C’est le seul thème du programme dont l’article central n’est pas dans le Code de la route. L’obligation de porter assistance vient du Code pénal, et c’est elle qui commande la plupart des questions : ce que le témoin doit faire, ce qu’il peut ne pas faire, et la limite que le texte reconnaît quand l’intervention l’exposerait lui-même ou un tiers. Le reste vient du Code de la route et porte sur le moment d’avant : signaler un véhicule immobilisé, s’équiper avant de sortir, se placer là où on ne sera pas heurté.
La partie gestes suit un ordre qui n’est jamais interchangeable : protéger la zone, alerter les secours, puis seulement secourir.

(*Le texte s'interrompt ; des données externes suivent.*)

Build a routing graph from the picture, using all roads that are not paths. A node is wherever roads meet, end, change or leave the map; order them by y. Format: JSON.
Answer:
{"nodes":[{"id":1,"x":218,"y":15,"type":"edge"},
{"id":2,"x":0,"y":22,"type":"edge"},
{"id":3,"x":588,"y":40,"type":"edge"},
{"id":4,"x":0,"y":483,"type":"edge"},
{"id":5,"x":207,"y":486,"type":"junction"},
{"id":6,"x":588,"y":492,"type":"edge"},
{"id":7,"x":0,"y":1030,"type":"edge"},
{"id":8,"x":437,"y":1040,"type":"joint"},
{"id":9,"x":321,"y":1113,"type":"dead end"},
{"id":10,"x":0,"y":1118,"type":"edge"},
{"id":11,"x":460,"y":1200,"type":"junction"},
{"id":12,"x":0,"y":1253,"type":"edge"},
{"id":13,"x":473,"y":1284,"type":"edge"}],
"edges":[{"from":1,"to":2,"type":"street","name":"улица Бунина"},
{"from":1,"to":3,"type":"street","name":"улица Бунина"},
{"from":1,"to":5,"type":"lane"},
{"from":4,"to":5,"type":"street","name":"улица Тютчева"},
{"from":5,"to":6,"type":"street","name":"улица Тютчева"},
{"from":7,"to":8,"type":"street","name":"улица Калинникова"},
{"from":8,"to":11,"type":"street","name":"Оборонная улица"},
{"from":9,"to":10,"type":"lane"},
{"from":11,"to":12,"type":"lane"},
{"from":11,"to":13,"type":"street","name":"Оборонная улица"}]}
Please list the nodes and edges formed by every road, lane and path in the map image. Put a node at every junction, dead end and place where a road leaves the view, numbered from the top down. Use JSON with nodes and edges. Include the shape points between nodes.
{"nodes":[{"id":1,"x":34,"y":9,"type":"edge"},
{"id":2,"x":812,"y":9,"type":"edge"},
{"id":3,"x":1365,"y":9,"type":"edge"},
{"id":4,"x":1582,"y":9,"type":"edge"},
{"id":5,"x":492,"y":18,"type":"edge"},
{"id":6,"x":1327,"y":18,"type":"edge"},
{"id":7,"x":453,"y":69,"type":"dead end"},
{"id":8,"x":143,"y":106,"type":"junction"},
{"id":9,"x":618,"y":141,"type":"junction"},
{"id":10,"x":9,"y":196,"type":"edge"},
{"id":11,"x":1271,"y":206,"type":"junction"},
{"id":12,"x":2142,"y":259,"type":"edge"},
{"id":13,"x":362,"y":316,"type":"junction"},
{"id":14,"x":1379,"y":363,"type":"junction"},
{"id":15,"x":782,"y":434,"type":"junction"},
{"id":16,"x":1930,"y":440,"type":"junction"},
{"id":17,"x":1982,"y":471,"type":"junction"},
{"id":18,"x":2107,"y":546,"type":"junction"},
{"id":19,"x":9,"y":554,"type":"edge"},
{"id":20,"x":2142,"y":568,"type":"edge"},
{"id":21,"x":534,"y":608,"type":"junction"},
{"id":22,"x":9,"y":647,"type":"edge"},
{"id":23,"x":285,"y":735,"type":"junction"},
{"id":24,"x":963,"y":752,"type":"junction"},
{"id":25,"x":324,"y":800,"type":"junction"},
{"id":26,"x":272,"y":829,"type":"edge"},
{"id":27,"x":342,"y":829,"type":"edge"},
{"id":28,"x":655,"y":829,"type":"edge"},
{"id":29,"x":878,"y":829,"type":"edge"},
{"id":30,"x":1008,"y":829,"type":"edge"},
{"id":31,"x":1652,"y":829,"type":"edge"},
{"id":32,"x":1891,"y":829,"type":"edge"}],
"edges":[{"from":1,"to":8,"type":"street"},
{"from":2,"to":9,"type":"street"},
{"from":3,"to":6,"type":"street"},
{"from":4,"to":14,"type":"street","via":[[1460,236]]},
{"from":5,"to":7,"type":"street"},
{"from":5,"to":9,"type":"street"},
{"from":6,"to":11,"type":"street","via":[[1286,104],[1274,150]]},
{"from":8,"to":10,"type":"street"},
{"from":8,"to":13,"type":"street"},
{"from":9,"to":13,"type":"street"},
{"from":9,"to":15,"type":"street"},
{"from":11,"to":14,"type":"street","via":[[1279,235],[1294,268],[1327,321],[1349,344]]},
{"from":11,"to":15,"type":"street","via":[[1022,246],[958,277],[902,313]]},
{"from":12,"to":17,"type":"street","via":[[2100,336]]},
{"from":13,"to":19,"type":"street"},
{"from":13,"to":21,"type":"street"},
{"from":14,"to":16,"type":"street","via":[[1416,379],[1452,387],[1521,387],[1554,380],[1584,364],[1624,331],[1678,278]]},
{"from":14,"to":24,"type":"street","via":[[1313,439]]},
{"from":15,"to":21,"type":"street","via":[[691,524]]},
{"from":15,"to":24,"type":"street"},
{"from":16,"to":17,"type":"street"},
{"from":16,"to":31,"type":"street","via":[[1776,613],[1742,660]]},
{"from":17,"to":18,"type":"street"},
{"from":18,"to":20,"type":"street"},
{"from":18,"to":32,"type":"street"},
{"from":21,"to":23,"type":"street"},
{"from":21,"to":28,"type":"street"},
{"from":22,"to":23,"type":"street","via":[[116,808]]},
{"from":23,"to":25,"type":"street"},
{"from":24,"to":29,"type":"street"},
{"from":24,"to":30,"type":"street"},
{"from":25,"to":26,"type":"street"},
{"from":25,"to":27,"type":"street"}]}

Les questions vérifient les conduites qui reviennent le plus dans les accidents de la route, la position d’attente d’une victime inconsciente qui respire, la compression d’une hémorragie, le casque d’un motard qu’on ne retire pas sans raison impérieuse, et le principe général qui interdit de déplacer un blessé. Presque toutes portent sur ce qu’il ne faut pas faire, parce que c’est là que les accidents s’aggravent.
Cette page ne remplace aucune formation aux gestes qui sauvent, et n’y prétend pas. Elle porte ce que l’examen vérifie : la conduite à tenir et les obligations légales, pas un apprentissage pratique.